Lending policy may create 'renters for life'
Updated at 9:59 pm on 31 October 2013
One of New Zealand's largest home builders says the Reserve Bank's new lending restrictions are killing new home-owners' dreams and setting up a generation of renters for life.
Under the stricter rules, which came into force on 1 October this year, no more than 10% of a bank's mortgage lending can be to people with home deposits of less than 20%.
GJ Gardner homes says it has lost 24 new-home build contracts since.
Managing director Grant Porteous says many of those who ended their contracts were at the 16% to 17% threshold.
However, he says they either couldn't meet the new requirements, or were scared off by what the policy would do to house values.
Mr Porteous says the policy is having the worst impact on the very New Zealanders needing to get into their own houses and it could be setting up a generation who are renters for the rest of their life.

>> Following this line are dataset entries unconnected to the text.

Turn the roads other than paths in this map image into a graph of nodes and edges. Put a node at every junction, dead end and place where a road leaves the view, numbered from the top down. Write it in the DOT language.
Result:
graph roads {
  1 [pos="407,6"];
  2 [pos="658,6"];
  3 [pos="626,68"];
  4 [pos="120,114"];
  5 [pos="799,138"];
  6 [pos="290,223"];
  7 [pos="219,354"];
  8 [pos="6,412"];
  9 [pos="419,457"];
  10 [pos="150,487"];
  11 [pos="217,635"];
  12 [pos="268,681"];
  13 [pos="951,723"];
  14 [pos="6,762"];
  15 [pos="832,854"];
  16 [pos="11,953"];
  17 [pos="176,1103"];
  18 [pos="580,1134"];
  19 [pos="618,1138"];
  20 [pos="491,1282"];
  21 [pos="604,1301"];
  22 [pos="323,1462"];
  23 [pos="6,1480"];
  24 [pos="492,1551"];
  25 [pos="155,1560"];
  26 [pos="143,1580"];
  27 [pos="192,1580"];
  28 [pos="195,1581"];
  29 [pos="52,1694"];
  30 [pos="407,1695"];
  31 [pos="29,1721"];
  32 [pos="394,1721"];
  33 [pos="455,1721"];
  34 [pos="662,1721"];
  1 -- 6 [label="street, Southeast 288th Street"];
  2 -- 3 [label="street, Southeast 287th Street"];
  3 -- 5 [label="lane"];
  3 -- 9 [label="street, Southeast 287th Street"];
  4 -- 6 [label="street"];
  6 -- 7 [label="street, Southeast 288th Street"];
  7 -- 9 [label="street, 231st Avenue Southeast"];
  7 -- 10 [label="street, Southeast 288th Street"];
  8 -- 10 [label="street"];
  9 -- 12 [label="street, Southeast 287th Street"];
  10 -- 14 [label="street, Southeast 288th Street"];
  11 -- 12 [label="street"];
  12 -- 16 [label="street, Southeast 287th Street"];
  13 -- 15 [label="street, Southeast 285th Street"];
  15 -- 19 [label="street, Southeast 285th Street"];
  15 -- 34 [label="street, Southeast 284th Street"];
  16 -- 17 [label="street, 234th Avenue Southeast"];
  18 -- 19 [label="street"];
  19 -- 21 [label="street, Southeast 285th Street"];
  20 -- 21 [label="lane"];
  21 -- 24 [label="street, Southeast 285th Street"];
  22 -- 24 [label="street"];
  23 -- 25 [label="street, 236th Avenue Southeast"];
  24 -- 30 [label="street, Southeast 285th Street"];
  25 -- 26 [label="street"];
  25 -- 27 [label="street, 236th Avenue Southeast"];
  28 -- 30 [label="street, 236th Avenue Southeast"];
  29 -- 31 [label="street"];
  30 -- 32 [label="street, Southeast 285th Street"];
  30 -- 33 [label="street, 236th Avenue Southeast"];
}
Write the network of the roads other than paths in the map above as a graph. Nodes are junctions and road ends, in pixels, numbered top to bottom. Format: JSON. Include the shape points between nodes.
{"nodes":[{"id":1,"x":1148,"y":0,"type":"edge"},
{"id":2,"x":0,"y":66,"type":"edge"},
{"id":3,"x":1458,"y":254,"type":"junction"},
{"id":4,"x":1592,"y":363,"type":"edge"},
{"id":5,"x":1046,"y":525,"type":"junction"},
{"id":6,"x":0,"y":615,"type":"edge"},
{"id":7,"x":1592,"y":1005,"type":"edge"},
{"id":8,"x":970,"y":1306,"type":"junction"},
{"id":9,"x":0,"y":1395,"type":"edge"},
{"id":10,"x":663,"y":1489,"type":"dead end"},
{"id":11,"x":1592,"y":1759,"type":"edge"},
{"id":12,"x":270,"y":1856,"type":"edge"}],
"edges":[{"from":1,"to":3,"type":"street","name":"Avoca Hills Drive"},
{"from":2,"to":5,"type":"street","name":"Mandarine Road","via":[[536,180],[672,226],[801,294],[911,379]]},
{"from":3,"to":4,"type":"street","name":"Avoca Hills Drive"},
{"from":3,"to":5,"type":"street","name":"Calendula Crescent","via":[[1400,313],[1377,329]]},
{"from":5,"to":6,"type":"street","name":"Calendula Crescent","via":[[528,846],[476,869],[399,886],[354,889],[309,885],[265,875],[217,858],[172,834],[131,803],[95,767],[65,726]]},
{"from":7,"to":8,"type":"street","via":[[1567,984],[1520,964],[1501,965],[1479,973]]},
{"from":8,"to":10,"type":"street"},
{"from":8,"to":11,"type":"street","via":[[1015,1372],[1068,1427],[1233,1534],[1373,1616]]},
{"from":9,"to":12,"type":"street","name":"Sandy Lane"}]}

Another company, Jennian Homes, says it has also has noticed a decline since the Reserve Bank policy was introduced.
Its business development manager, Dave Wilson, wants new house construction to be exempt from those rules. He says the restrictions on new homeowners means new houses aren't built, so the shortage increases again.
"It's a simple supply and demand equation, which means that there'll be fewer houses, therefore, greater demand, so therefore prices rise again."
The organisation representing the industry, the Registered Master Builders Federation, says its figures show as many as 3000 contracts could be affected this year.
It says it hopes to meet with the Reserve Bank soon to discuss the possibility of exempting new house construction from the new rules.